Ein datenschutzrechtlicher Vorbehalt wird zudem angesichts diverser Nachweise für eine Einfahrtserlaubnis, etwa von Auftragsbestätigungen, geortet. Die Verpflichtung zu deren Vorlage sei „weder angemessen noch erforderlich“, wird befunden. Überhaupt stellen die „unüberschaubaren“ Ausnahmen gemäß dem Gutachten eine Ungleichbehandlung dar. Ein Beispiel dafür: Arbeitnehmer dürfen mit dem eigenen Pkw zufahren, wenn es zeitlich nicht möglich ist, die Öffis zu benutzen. Mit einem geborgten Auto etwa der Eltern ist das nicht gestattet.

Auch sei es mit der Rechtsstaatlichkeit nicht vereinbar, dass etwa bei der Abfahrt aus einer öffentlichen Garage der kürzeste Weg genommen werden müsse. Denn wenn sich jemand verfahre und damit nicht den schnellsten Weg wähle, wäre dies laut Entwurf strafbar. Auch würden Ausnahmen für Personen fehlen, die etwa über einen Stellplatz verfügen, wird beklagt.

Schlussendlich wird auch die Vollziehbarkeit angezweifelt.
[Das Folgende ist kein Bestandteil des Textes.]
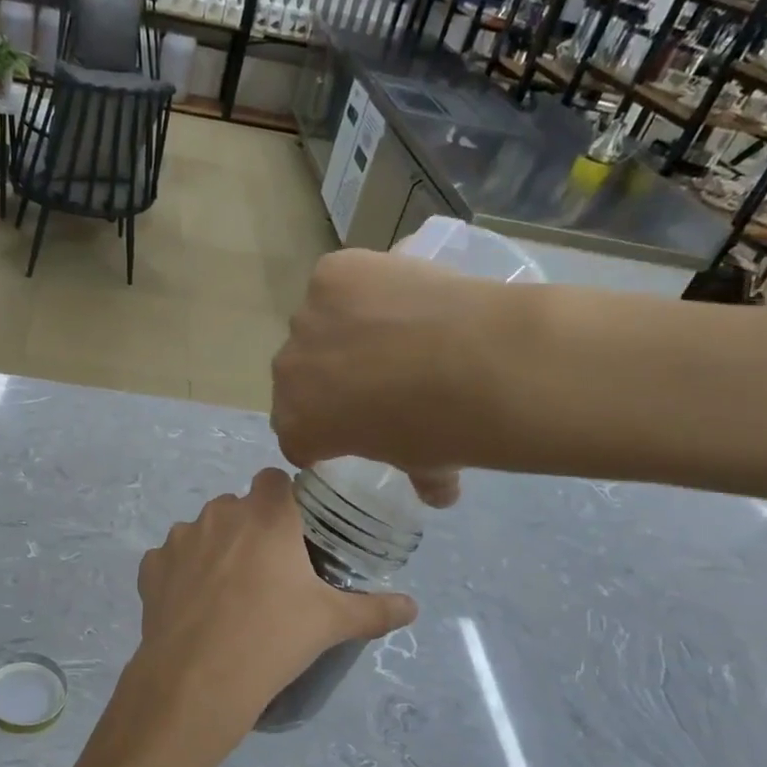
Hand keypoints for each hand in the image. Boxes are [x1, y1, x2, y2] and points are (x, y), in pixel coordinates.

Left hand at [103, 469, 416, 766]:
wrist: (198, 679)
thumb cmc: (273, 639)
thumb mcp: (332, 624)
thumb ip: (375, 609)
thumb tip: (412, 607)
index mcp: (266, 516)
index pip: (275, 480)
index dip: (284, 500)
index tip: (294, 532)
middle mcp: (220, 514)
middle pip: (238, 507)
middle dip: (250, 529)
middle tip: (266, 572)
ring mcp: (180, 538)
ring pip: (203, 531)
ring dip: (215, 550)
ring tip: (228, 595)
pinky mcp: (151, 566)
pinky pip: (170, 560)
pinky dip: (181, 575)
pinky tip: (194, 608)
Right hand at [272, 250, 505, 507]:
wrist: (480, 365)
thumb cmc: (444, 430)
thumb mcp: (428, 466)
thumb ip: (421, 478)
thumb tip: (438, 492)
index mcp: (297, 426)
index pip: (296, 433)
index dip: (325, 430)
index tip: (356, 426)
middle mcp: (287, 372)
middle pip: (299, 375)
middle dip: (329, 378)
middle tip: (381, 376)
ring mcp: (306, 318)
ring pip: (319, 324)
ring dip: (346, 329)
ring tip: (400, 330)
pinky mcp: (331, 274)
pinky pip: (339, 281)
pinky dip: (363, 286)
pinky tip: (402, 295)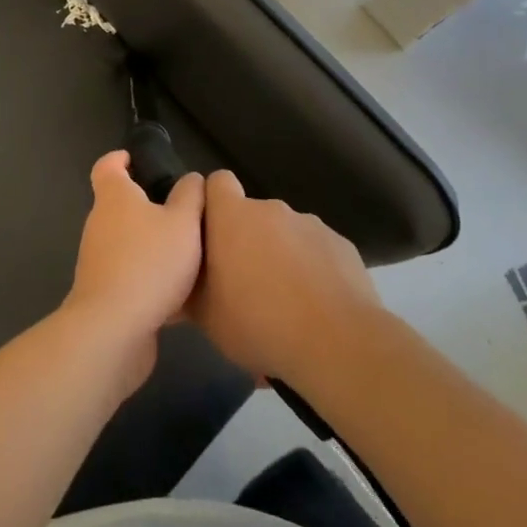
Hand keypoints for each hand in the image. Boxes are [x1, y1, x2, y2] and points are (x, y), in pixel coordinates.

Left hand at [64, 151, 204, 395]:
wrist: (114, 330)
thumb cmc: (149, 262)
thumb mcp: (183, 222)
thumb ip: (191, 196)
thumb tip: (191, 179)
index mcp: (114, 197)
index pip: (107, 166)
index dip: (121, 159)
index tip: (139, 160)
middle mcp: (100, 224)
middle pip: (121, 206)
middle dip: (148, 207)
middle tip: (184, 213)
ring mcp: (98, 260)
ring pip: (129, 244)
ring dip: (152, 246)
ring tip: (190, 254)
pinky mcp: (105, 294)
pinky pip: (132, 277)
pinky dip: (152, 281)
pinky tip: (183, 297)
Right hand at [190, 170, 381, 384]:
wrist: (337, 344)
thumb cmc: (259, 323)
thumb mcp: (207, 318)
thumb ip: (192, 287)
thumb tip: (184, 282)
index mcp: (232, 217)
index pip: (216, 183)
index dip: (213, 203)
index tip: (211, 234)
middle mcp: (271, 209)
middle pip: (252, 215)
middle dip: (248, 241)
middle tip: (246, 285)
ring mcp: (310, 224)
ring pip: (286, 235)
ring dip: (281, 257)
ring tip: (285, 304)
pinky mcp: (341, 245)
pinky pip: (316, 252)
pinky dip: (312, 271)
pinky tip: (316, 308)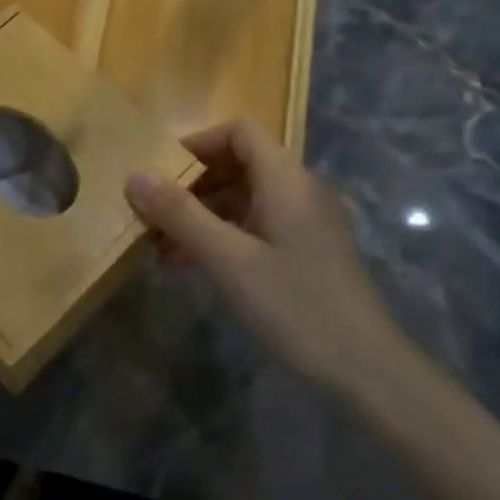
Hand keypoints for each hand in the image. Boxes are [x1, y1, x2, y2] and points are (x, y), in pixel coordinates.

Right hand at [125, 119, 406, 390]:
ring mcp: (305, 222)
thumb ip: (180, 215)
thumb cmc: (295, 305)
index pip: (239, 132)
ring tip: (159, 246)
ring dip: (202, 215)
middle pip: (238, 164)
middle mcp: (298, 190)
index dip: (197, 143)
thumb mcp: (229, 260)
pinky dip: (222, 236)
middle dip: (191, 185)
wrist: (366, 368)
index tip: (160, 172)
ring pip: (244, 199)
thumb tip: (134, 176)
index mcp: (286, 179)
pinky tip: (190, 265)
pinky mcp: (306, 251)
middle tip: (152, 214)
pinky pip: (256, 227)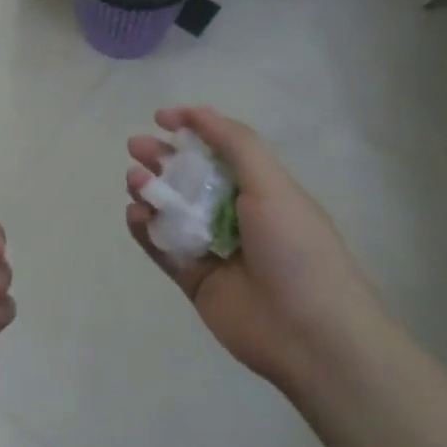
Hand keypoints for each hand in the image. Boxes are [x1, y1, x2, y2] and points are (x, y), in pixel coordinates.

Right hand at [127, 106, 376, 392]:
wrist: (311, 335)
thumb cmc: (296, 249)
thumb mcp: (272, 184)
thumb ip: (234, 143)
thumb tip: (197, 112)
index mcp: (259, 189)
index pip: (219, 149)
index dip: (191, 129)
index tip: (160, 118)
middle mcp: (233, 214)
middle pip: (188, 177)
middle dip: (161, 158)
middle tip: (135, 147)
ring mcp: (211, 247)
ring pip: (170, 210)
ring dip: (150, 190)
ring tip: (136, 182)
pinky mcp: (193, 279)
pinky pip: (161, 247)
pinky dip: (144, 229)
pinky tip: (136, 214)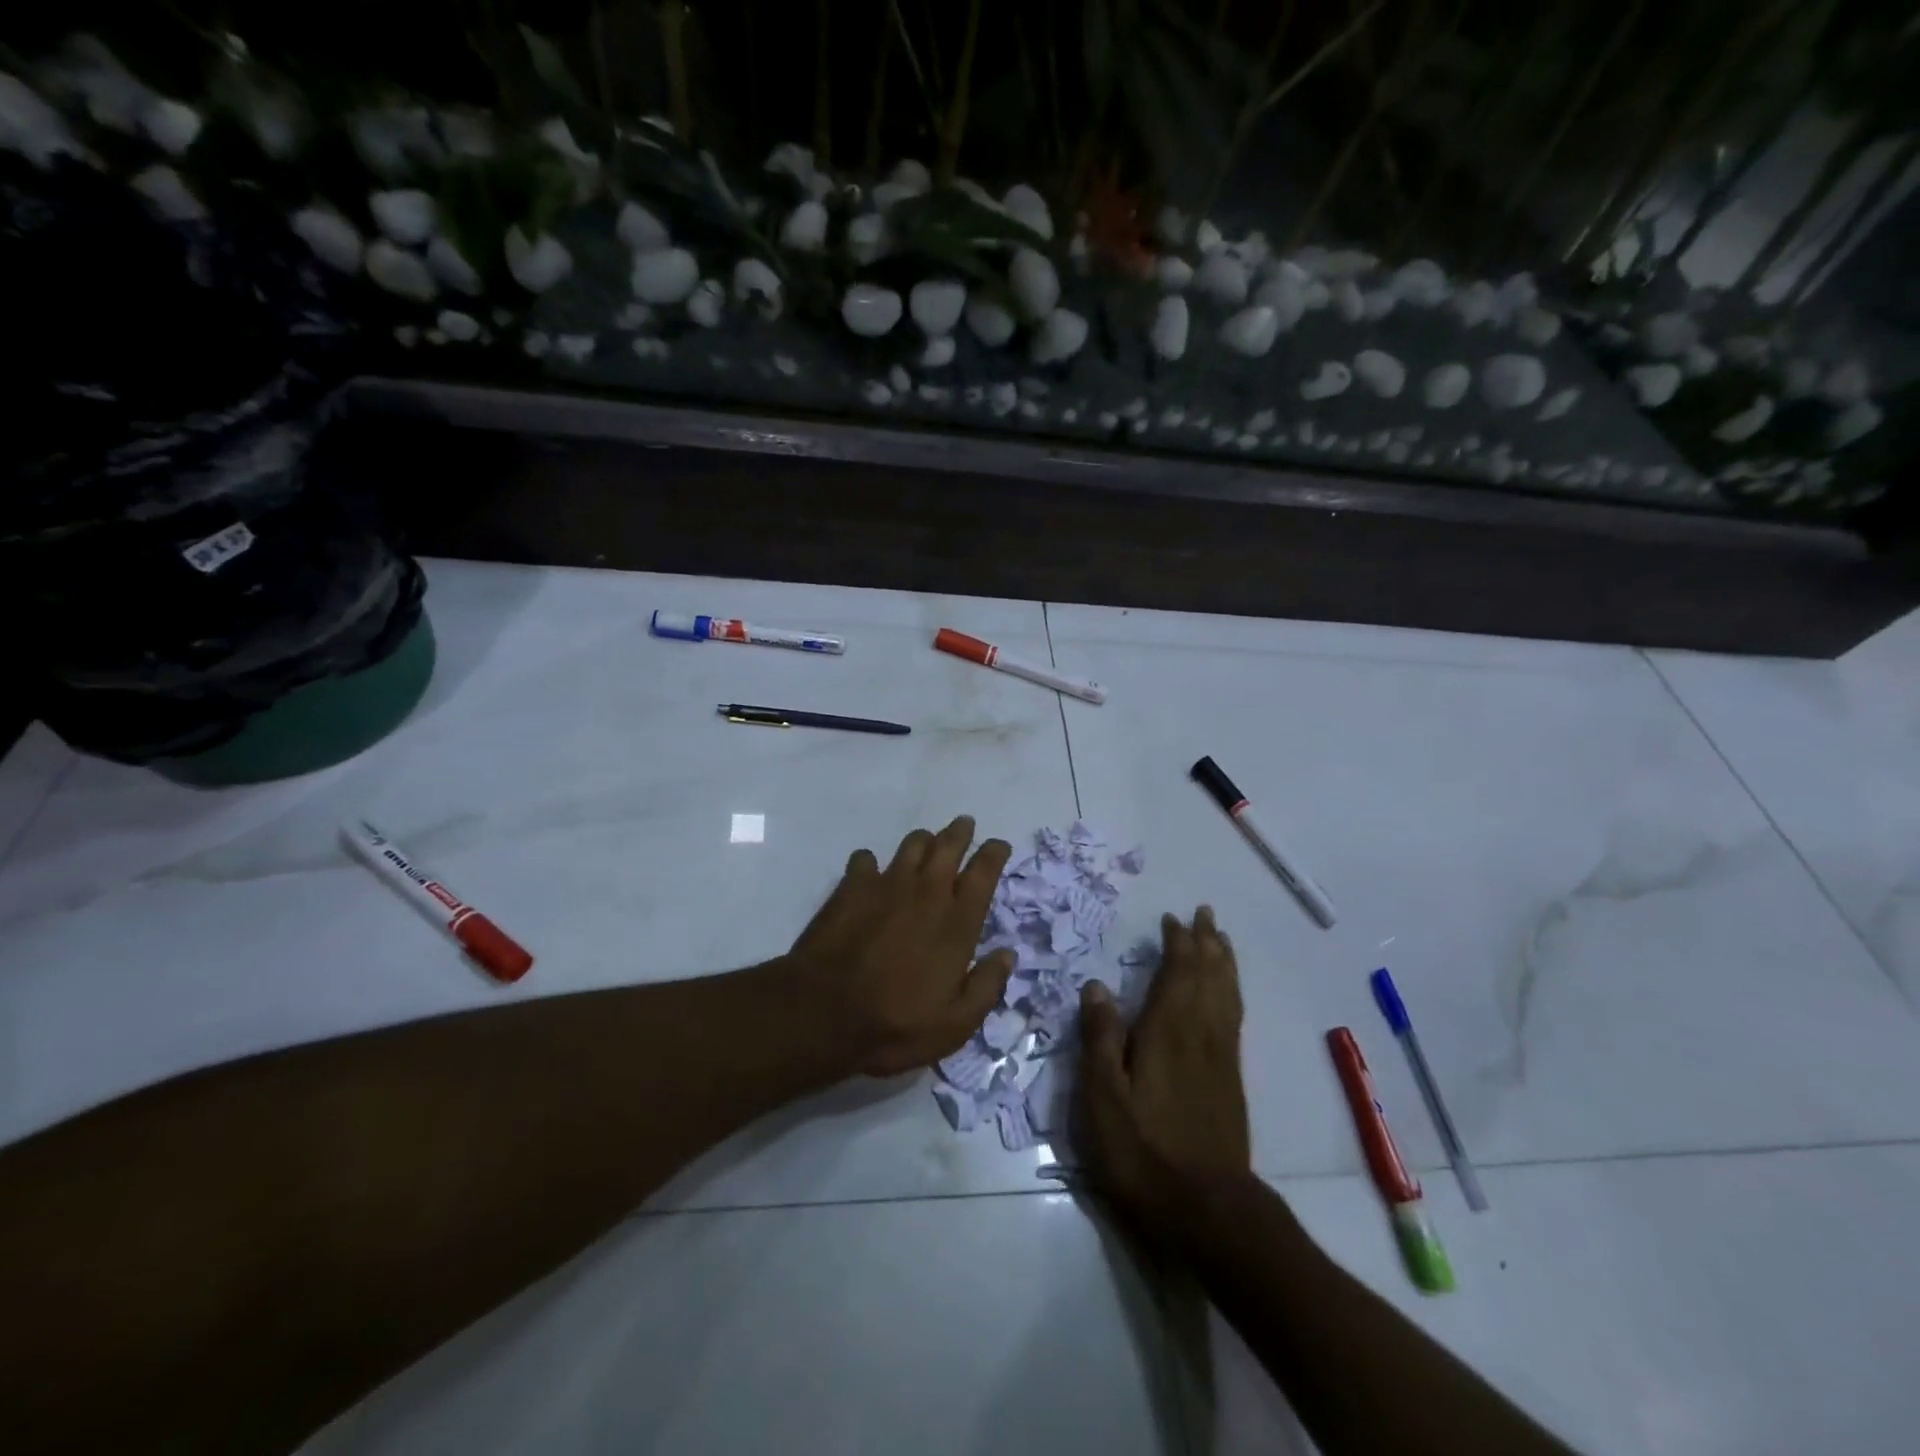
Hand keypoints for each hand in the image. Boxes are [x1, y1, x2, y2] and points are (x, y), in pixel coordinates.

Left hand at [784, 816, 1015, 1077]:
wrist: (824, 1013)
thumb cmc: (896, 1024)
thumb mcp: (955, 1024)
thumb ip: (987, 987)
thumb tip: (1007, 955)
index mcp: (957, 922)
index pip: (984, 873)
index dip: (994, 854)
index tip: (998, 845)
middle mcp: (927, 892)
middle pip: (949, 846)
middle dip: (961, 832)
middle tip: (965, 825)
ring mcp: (887, 885)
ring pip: (912, 845)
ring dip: (924, 841)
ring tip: (927, 843)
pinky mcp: (851, 887)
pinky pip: (866, 859)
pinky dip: (872, 862)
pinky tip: (870, 872)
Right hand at [1076, 906, 1252, 1246]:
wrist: (1207, 1210)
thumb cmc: (1143, 1152)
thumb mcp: (1103, 1098)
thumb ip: (1100, 1039)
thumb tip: (1096, 986)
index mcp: (1168, 1031)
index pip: (1178, 973)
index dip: (1178, 943)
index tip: (1174, 919)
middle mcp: (1200, 1034)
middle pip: (1209, 976)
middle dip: (1206, 943)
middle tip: (1204, 914)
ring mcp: (1221, 1058)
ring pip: (1227, 995)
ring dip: (1224, 963)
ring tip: (1221, 940)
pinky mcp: (1231, 1080)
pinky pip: (1234, 1019)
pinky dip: (1232, 993)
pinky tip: (1227, 995)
Die Richtigkeit und Echtheit von Dokumenten, die zum Einfahren berechtigen, kann laut dem Rechtsgutachten nicht in kurzer Zeit geprüft werden.

Ludwig betonte, dass er von Anfang an Bedenken gegen die Pläne hatte. Vor allem sei Verkehrsberuhigung kein Thema, das nur den ersten Bezirk betreffe. Nötig sei nun eine sachliche Lösung und ein ganzheitliches Konzept, das über die Innenstadt hinausreiche. Er sei für sinnvolle Maßnahmen, die jedoch im Einvernehmen mit allen Beteiligten und Betroffenen umgesetzt werden müssten.

Der Bürgermeister gab etwa zu bedenken, dass nicht nur rund 16.000 Menschen in der Stadt wohnen, sondern zum Beispiel viele Kinder auch von außerhalb in die Betreuungseinrichtungen gebracht würden. Auch gebe es viele Arztpraxen, zu denen körperlich beeinträchtigte Personen oft mit dem Auto kämen. Und auch die Arbeitsstätten führte Ludwig ins Treffen. Der bei weitem größte Teil der Erwerbstätigen pendelt demnach aus anderen Bezirken oder auch Bundesländern zur Arbeit in die Innenstadt.